The effect of weather on travel behaviour is largely determined by the time of day and the day of the week, although differences exist by individual and household characteristics. For example, commuters with children are less likely to change their travel behaviours because of weather than commuters without children. Geographic variations also have an impact on travel behaviour. For example, bad weather is more severe in regions with less frequent services and poorly designed shelters, while the effects of bad weather are less acute in cities with a high population density and many protected stops.

The impact of weather on travel behaviour has become a topic of increasing societal interest, despite the fact that climate change has prompted many concerns. Although climate change has exacerbated the severity of certain weather conditions, it has not yet been fully understood how it affects travel behaviours.

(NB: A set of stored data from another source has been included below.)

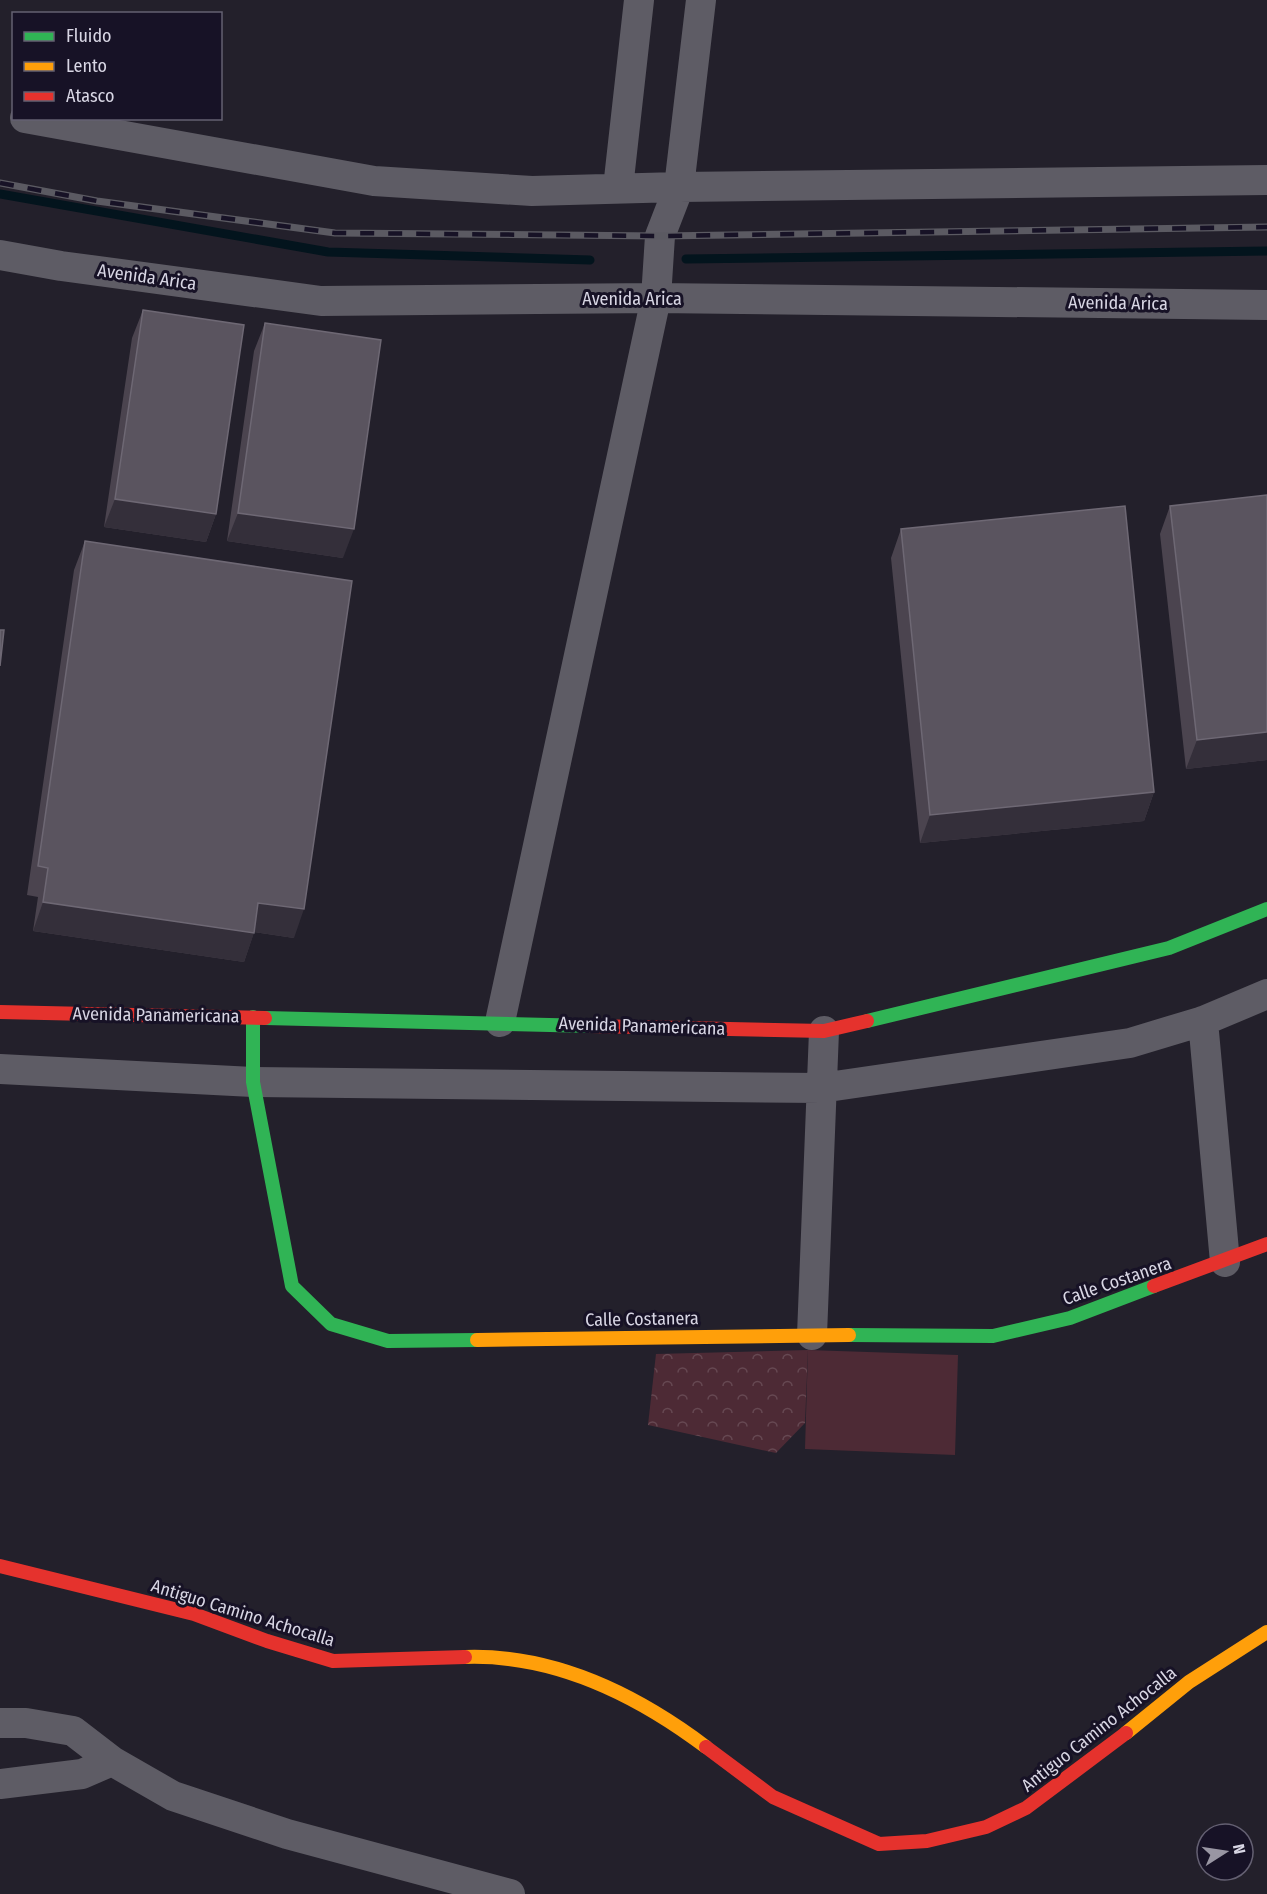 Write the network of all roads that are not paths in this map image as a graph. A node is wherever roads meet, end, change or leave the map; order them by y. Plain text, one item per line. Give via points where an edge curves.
1 (639, 0) edge
2 (700, 0) edge
3 (36, 120) edge
4 (1267, 180) edge
5 (679, 187) junction
6 (618, 188) junction
7 (0, 255) edge
8 (656, 298) junction
9 (1267, 305) edge
10 (1267, 909) edge
11 (1267, 994) edge
12 (0, 1012) edge
13 (253, 1017) junction
14 (1203, 1021) junction
15 (500, 1022) junction
16 (824, 1032) junction
17 (0, 1069) edge
18 (253, 1082) junction
19 (821, 1088) junction
20 (1267, 1244) edge
21 (1225, 1262) junction
22 (812, 1335) junction
23 (0, 1566) edge
24 (1267, 1632) edge
25 (0, 1723) edge
26 (112, 1761) junction
27 (0, 1784) edge
28 (510, 1894) edge

1 - 6 street
2 - 5 street
3 - 6 street via 374,181 532,191
4 - 5 street
5 - 6 street
5 - 8 street via 660,237
7 - 8 street, Avenida Arica via 321,301
8 - 9 street, Avenida Arica
8 - 15 street
10 - 16 street, Avenida Panamericana via 1169,948
11 - 14 street
12 - 13 street, Avenida Panamericana
13 - 15 street, Avenida Panamericana
13 - 18 street, Calle Costanera
14 - 19 street via 1130,1043
14 - 21 street
15 - 16 street, Avenida Panamericana
16 - 19 street
17 - 18 street
18 - 19 street
18 - 22 street, Calle Costanera via 292,1286 331,1324 388,1341
19 - 22 street
20 - 21 street, Calle Costanera
21 - 22 street, Calle Costanera via 1070,1318 993,1336
23 - 24 street, Antiguo Camino Achocalla via 194,1614 333,1661 489,1656 549,1666 607,1686 664,1715 773,1797 879,1844 927,1841 986,1827 1026,1808 1189,1682
25 - 26 street via 73,1731
26 - 27 street via 82,1774
26 - 28 street via 173,1796 286,1834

A better understanding of the relationship between climate change and weather will help cities develop appropriate transport and planning responses to the changing conditions. As a result, a systematic review is required.

Impacts of social media on travel behavior

The study’s author, Dr. Fotis, uses qualitative methodology to study the impact of social media on travel behavior and consumer decision-making during the holiday travel process. To understand these changes, she conducted seven focus groups with 51 active social media users. The participants’ responses were analyzed in terms of their use of social media throughout the entire travel process and holiday-related decision-making processes. Based on their responses, she constructed six key themes.

The study reveals that a consumer’s attitude towards social media is influenced by several external factors. For example, the availability of social media and perceived behavioral control all influence consumer attitudes towards social media. Results may provide insights into promotional and marketing strategies for social media-based travel. This study suggests that consumers are increasingly using social media to make travel decisions. However, despite the positive impacts of social media on travel behavior, there are still many challenges and misunderstandings that must be addressed.